Theorem: The Riemann hypothesis is equivalent to the statement that $$\sum_{2N\leq x} (G(2N)-J(2N))\ll x^{3/2-o(1)}.$$

Note that this is not equivalent to the Goldbach conjecture as one of these terms could be of size $N$. Here is a proof of this theorem:

Proof: First, we have that $$\sum_{2N\leq x} J(2N)=\frac{x^2}{2}+O(x\log x).$$ Next, since $$\sum_{n\leq x} G(2N) =\sum_{p+q\leq x}\log p\log q = \sum_{p\leq x}\theta(x-p)$$ where $\theta(x)=\sum_{p\leq x}\log p$, and since the Riemann hypothesis is equivalent to the statement that $\theta(x)=x+O(x^{1/2+o(1)})$ we see that $$\sum_{p+q\leq x}\log p\log q=\frac{x^2}{2}+O\left(x^{3/2-o(1)}\right)$$ if and only if the Riemann hypothesis holds.

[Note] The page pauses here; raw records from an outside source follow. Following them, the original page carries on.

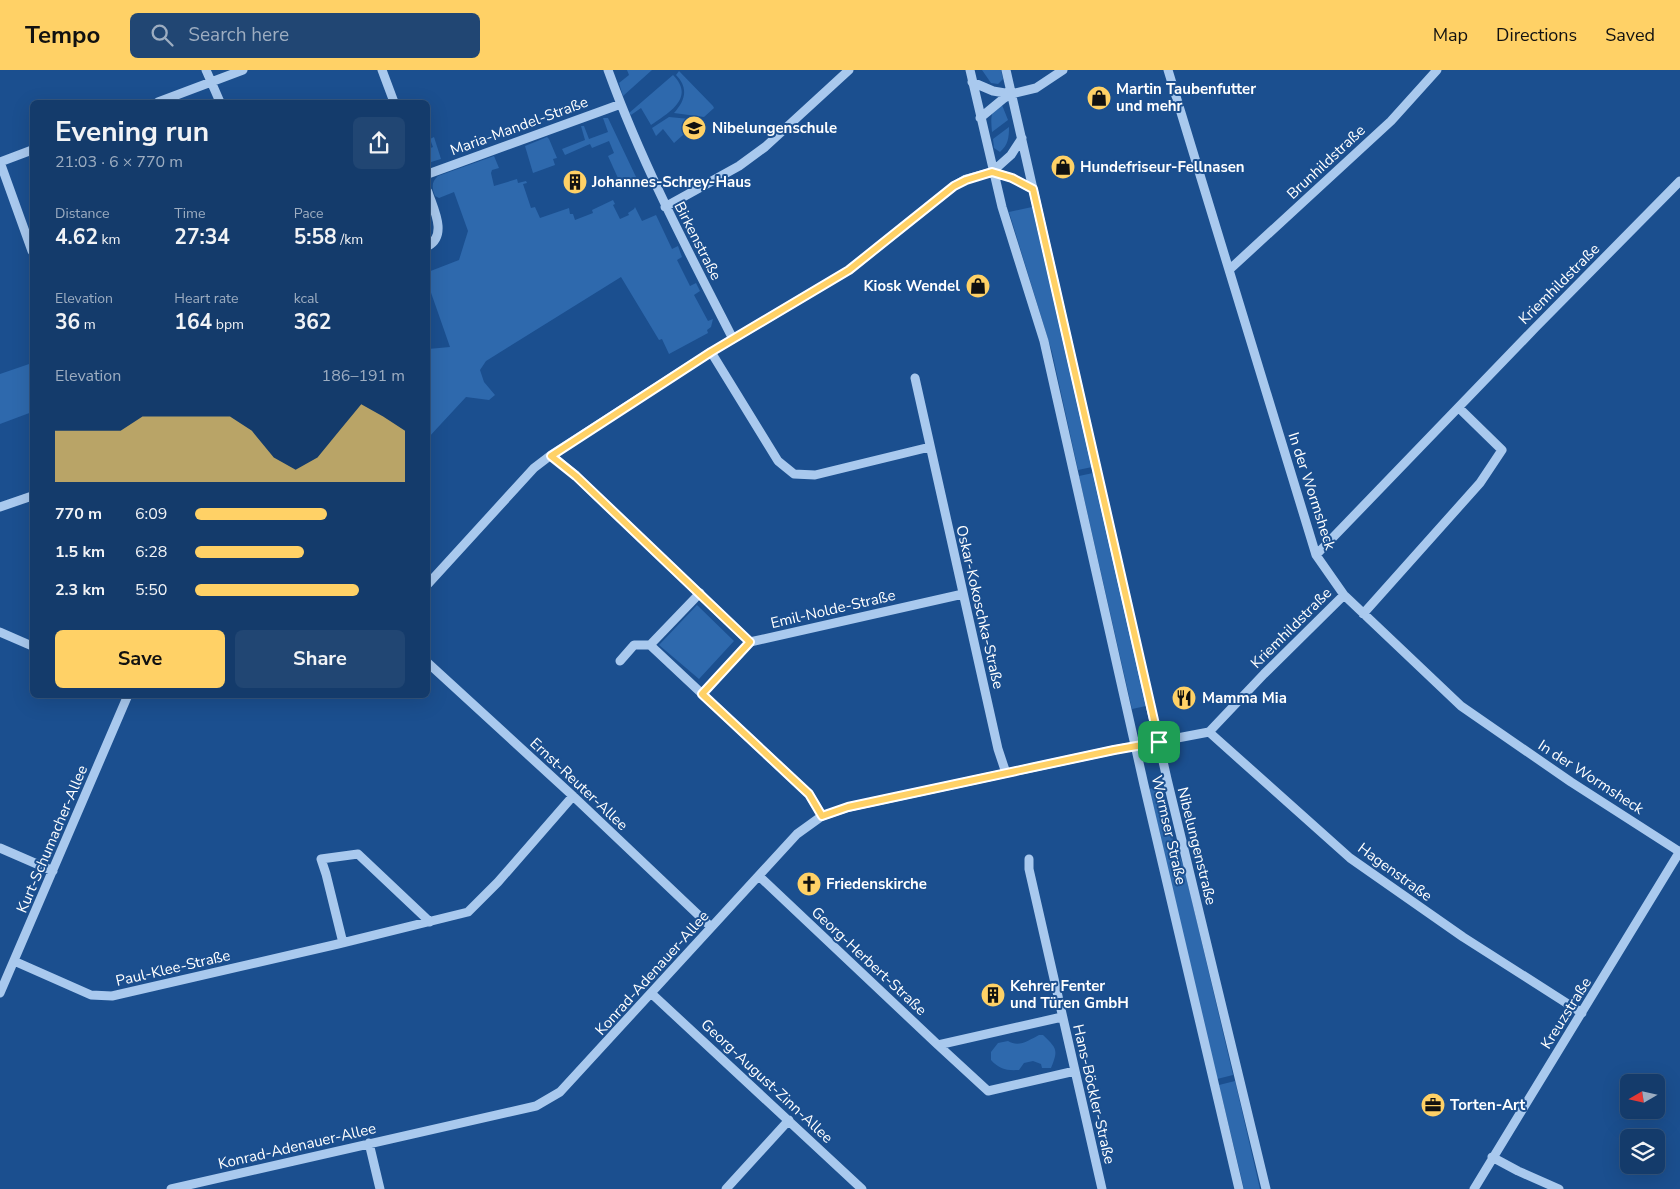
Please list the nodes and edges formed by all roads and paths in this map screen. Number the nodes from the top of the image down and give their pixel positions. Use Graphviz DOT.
graph roads {
  1 [pos="206,70"];
  2 [pos="243,70"];
  3 [pos="382,70"];
  4 [pos="608,70"];
  5 [pos="849,70"];
  6 [pos="970,70"];
  7 [pos="1006,70"];
  8 [pos="1063,70"];
  9 [pos="1168,70"];
  10 [pos="1437,70"];
  11 [pos="211,82"];
  12 [pos="972,82"];
  13 [pos="1011,94"];
  14 [pos="163,100"];
  15 [pos="219,100"];
  16 [pos="393,100"];
  17 [pos="620,104"];
  18 [pos="980,118"];
  19 [pos="1022,138"];
  20 [pos="30,151"];
  21 [pos="0,162"];
  22 [pos="992,172"];
  23 [pos="430,173"];
  24 [pos="1680,181"];
  25 [pos="1033,189"];
  26 [pos="430,198"];
  27 [pos="665,207"];
  28 [pos="430,244"];
  29 [pos="30,245"];
  30 [pos="1229,270"];
  31 [pos="732,340"];
  32 [pos="711,352"];
  33 [pos="915,378"];
  34 [pos="1459,408"];
  35 [pos="930,447"];
  36 [pos="551,456"];
  37 [pos="30,497"];
  38 [pos="0,507"];
  39 [pos="1316,555"];
  40 [pos="430,582"];
  41 [pos="700,592"];
  42 [pos="963,594"];
  43 [pos="1344,595"];
  44 [pos="1363,614"];
  45 [pos="0,632"];
  46 [pos="750,642"];
  47 [pos="30,645"];
  48 [pos="650,645"];
  49 [pos="620,660"];
  50 [pos="430,665"];
  51 [pos="702,694"];
  52 [pos="127,698"];
  53 [pos="1209,732"];
  54 [pos="1159,742"];
  55 [pos="1135,746"];
  56 [pos="1006,773"];
  57 [pos="573,796"];
  58 [pos="822,816"];
  59 [pos="0,848"];
  60 [pos="1680,851"];
  61 [pos="1029,859"];
  62 [pos="54,871"];
  63 [pos="759,876"];
  64 [pos="430,922"];
  65 [pos="711,928"];
  66 [pos="343,943"];
  67 [pos="14,961"];
  68 [pos="0,993"];
  69 [pos="652,994"];
  70 [pos="1582,1014"];
  71 [pos="1062,1017"];
  72 [pos="938,1045"];
  73 [pos="1075,1071"];
  74 [pos="789,1120"];
  75 [pos="369,1143"];
  76 [pos="1492,1157"];
  77 [pos="171,1189"];
  78 [pos="380,1189"];
  79 [pos="726,1189"];
  80 [pos="862,1189"];
  81 [pos="1102,1189"];
  82 [pos="1239,1189"];
  83 [pos="1266,1189"];
  84 [pos="1474,1189"];
  85 [pos="1559,1189"];
  1 -- 11 [label="street"];
  2 -- 11 [label="street"];
  3 -- 16 [label="street"];
  4 -- 17 [label="street, Birkenstraße"];
  5 -- 27 [label="street"];
  6 -- 12 [label="street, Wormser Straße"];
  7 -- 13 [label="street, Nibelungenstraße"];
  8 -- 13 [label="street"];
  9 -- 30 [label="street, In der Wormsheck"];
  10 -- 30 [label="street, Brunhildstraße"];
  11 -- 14 [label="street"];
  11 -- 15 [label="street"];
  12 -- 13 [label="street"];
  12 -- 18 [label="street, Wormser Straße"];
  13 -- 18 [label="street"];
  13 -- 19 [label="street, Nibelungenstraße"];
  17 -- 23 [label="street, Maria-Mandel-Straße"];
  17 -- 27 [label="street, Birkenstraße"];
  18 -- 22 [label="street, Wormser Straße"];
  19 -- 22 [label="street"];
  19 -- 25 [label="street, Nibelungenstraße"];
  20 -- 21 [label="street"];
  21 -- 29 [label="street"];
  22 -- 25 [label="street"];
  22 -- 31 [label="street"];
  22 -- 55 [label="street, Wormser Straße"];
  24 -- 34 [label="street, Kriemhildstraße"];
  25 -- 54 [label="street, Nibelungenstraße"];
  26 -- 28 [label="street"];
  27 -- 31 [label="street, Birkenstraße"];
  30 -- 39 [label="street, In der Wormsheck"];
  31 -- 32 [label="street"];
  32 -- 35 [label="street"];
  32 -- 36 [label="street"];
  33 -- 35 [label="street, Oskar-Kokoschka-Straße"];
  34 -- 39 [label="street, Kriemhildstraße"];
  34 -- 44 [label="street"];
  35 -- 42 [label="street, Oskar-Kokoschka-Straße"];
  36 -- 40 [label="street"];
  36 -- 41 [label="street"];
  37 -- 38 [label="street"];
  39 -- 43 [label="street, In der Wormsheck"];
  41 -- 46 [label="street"];
  41 -- 48 [label="street"];
  42 -- 46 [label="street, Emil-Nolde-Straße"];
  42 -- 56 [label="street, Oskar-Kokoschka-Straße"];
  43 -- 44 [label="street, In der Wormsheck"];
  43 -- 53 [label="street, Kriemhildstraße"];
  44 -- 60 [label="street, In der Wormsheck"];
  45 -- 47 [label="street"];
  46 -- 51 [label="street"];
  48 -- 49 [label="street"];
  48 -- 51 [label="street"];
  50 -- 57 [label="street, Ernst-Reuter-Allee"];
  51 -- 58 [label="street"];
  52 -- 62 [label="street, Kurt-Schumacher-Allee"];
  53 -- 54 [label="street"];
  53 -- 70 [label="street, Hagenstraße"];
  54 -- 55 [label="street, Konrad-Adenauer-Allee"];
  54 -- 83 [label="street, Nibelungenstraße"];
  55 -- 56 [label="street, Konrad-Adenauer-Allee"];
  55 -- 82 [label="street, Wormser Straße"];
  56 -- 58 [label="street, Konrad-Adenauer-Allee"];
  57 -- 64 [label="street, Paul-Klee-Straße"];
  57 -- 65 [label="street, Ernst-Reuter-Allee"];
  58 -- 63 [label="street, Konrad-Adenauer-Allee"];
  59 -- 62 [label="street"];
  60 -- 70 [label="street, Kreuzstraße"];
  61 -- 71 [label="street, Hans-Böckler-Straße"];
  62 -- 67 [label="street, Kurt-Schumacher-Allee"];
  63 -- 65 [label="street, Konrad-Adenauer-Allee"];
  63 -- 72 [label="street, Georg-Herbert-Straße"];
  64 -- 66 [label="street, Paul-Klee-Straße"];
  64 -- 66 [label="street"];
  65 -- 69 [label="street, Konrad-Adenauer-Allee"];
  66 -- 67 [label="street, Paul-Klee-Straße"];
  67 -- 68 [label="street, Kurt-Schumacher-Allee"];
  69 -- 74 [label="street, Georg-August-Zinn-Allee"];
  69 -- 75 [label="street, Konrad-Adenauer-Allee"];
  70 -- 76 [label="street, Kreuzstraße"];
  71 -- 72 [label="street"];
  71 -- 73 [label="street, Hans-Böckler-Straße"];
  72 -- 73 [label="street, Georg-Herbert-Straße"];
  73 -- 81 [label="street, Hans-Böckler-Straße"];
  74 -- 79 [label="street"];
  74 -- 80 [label="street, Georg-August-Zinn-Allee"];
  75 -- 77 [label="street, Konrad-Adenauer-Allee"];
  75 -- 78 [label="street"];
  76 -- 84 [label="street, Kreuzstraße"];
  76 -- 85 [label="street"];
}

Combining these two facts proves the theorem.

Lastly, it is important to note that there are no absolute value bars in the statement of Granville’s theorem. This means that even if the Riemann hypothesis is true, this theorem does not imply that $$G(2N)=J(2N)+O(N^{1/2+o(1)})$$ for any $N$ – it could be that the error term is always of size $N$ and there is magical cancellation in the above sum.